■ **Task prompt**:
Wherever the word "Schulring" occurs in the listing, copy the whole line.

■ **Provided entries**:
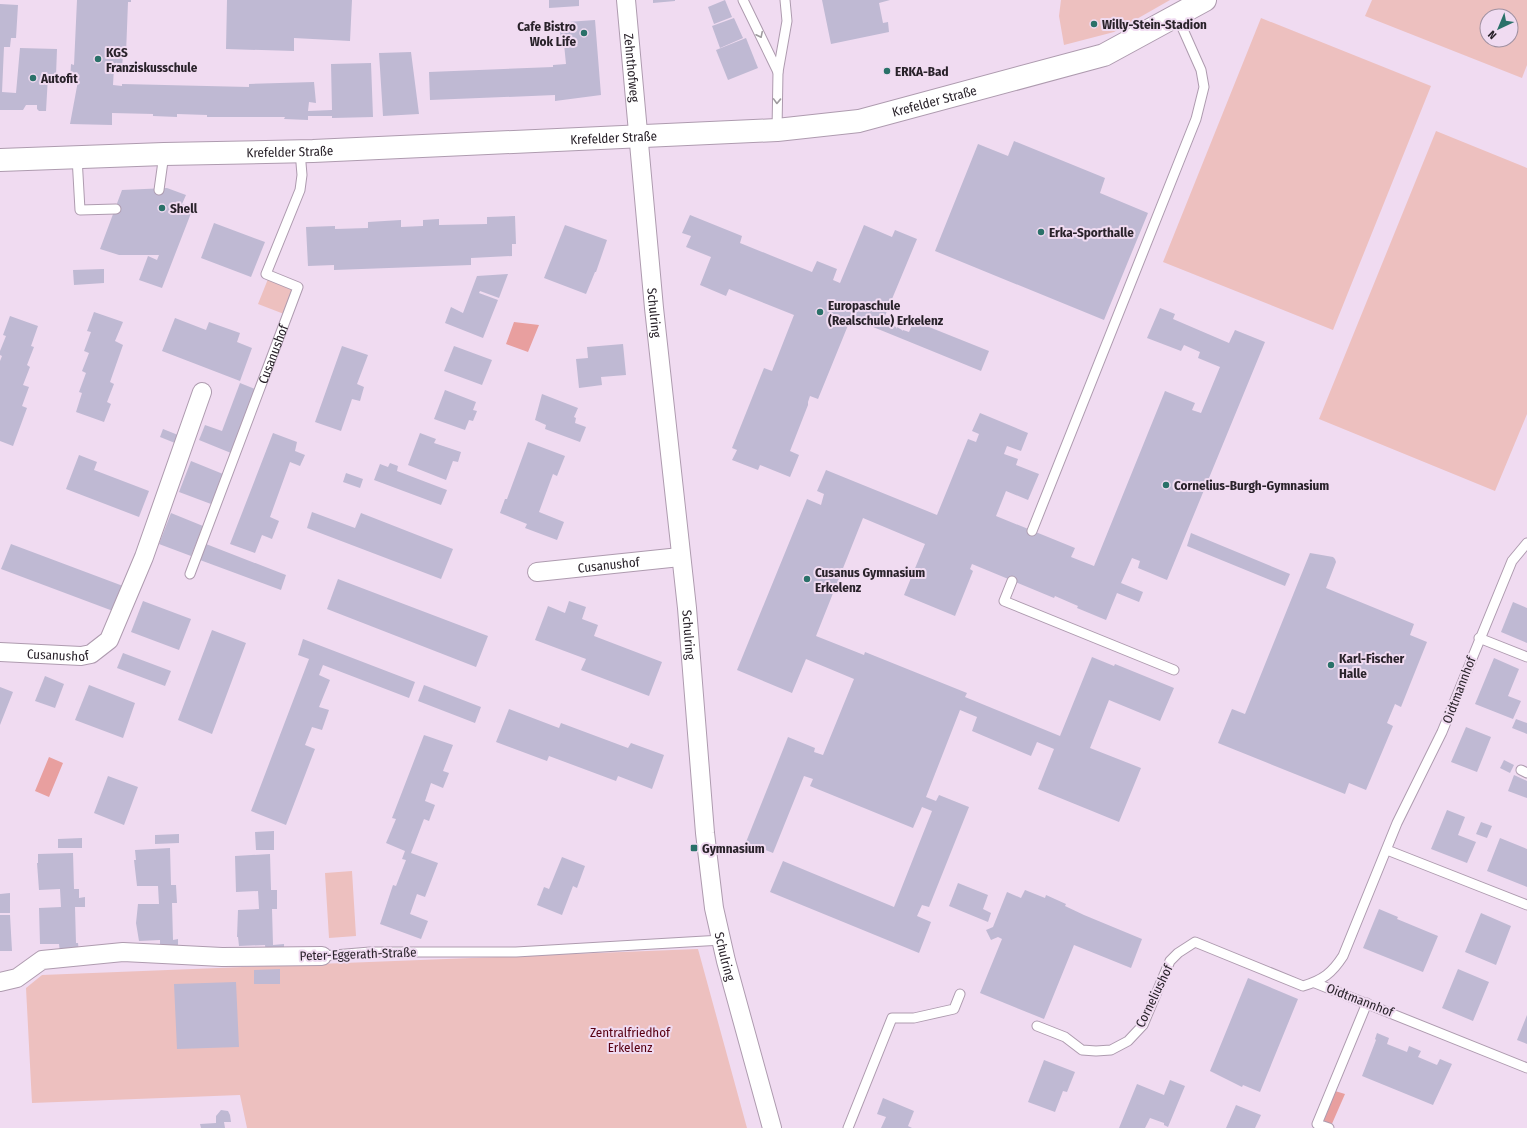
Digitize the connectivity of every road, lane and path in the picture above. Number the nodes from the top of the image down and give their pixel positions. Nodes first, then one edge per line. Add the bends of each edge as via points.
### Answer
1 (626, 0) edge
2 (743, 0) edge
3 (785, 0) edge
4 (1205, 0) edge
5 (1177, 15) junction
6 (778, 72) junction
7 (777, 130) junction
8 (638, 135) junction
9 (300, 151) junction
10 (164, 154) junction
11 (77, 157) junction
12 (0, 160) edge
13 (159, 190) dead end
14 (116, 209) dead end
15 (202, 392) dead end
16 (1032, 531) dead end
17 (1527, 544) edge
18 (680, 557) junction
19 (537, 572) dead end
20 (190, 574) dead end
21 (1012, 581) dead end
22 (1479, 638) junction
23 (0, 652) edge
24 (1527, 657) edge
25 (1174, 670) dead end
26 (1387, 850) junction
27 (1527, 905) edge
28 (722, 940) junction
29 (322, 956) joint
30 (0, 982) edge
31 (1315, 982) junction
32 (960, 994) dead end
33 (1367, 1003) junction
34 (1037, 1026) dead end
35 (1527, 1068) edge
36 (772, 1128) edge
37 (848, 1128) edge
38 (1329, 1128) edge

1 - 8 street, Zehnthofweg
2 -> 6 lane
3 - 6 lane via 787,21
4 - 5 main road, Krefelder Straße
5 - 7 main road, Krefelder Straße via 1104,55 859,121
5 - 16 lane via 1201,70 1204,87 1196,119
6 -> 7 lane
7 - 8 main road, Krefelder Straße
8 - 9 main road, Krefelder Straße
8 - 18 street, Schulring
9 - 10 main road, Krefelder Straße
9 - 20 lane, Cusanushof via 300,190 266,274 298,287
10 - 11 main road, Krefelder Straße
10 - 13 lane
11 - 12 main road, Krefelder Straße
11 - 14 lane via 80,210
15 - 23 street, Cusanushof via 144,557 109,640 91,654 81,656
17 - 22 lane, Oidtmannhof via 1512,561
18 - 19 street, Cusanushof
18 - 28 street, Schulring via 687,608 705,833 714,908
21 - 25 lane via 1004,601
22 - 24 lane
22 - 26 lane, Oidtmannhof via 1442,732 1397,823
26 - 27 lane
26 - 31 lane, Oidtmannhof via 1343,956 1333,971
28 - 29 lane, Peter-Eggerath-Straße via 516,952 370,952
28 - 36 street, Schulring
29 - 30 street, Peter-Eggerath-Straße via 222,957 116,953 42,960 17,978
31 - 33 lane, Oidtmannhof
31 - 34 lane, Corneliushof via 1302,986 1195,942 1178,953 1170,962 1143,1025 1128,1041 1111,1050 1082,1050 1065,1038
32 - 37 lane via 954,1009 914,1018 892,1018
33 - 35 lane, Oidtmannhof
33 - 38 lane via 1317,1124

■ **Result of this task**:
8 - 18 street, Schulring
18 - 28 street, Schulring via 687,608 705,833 714,908
28 - 36 street, Schulring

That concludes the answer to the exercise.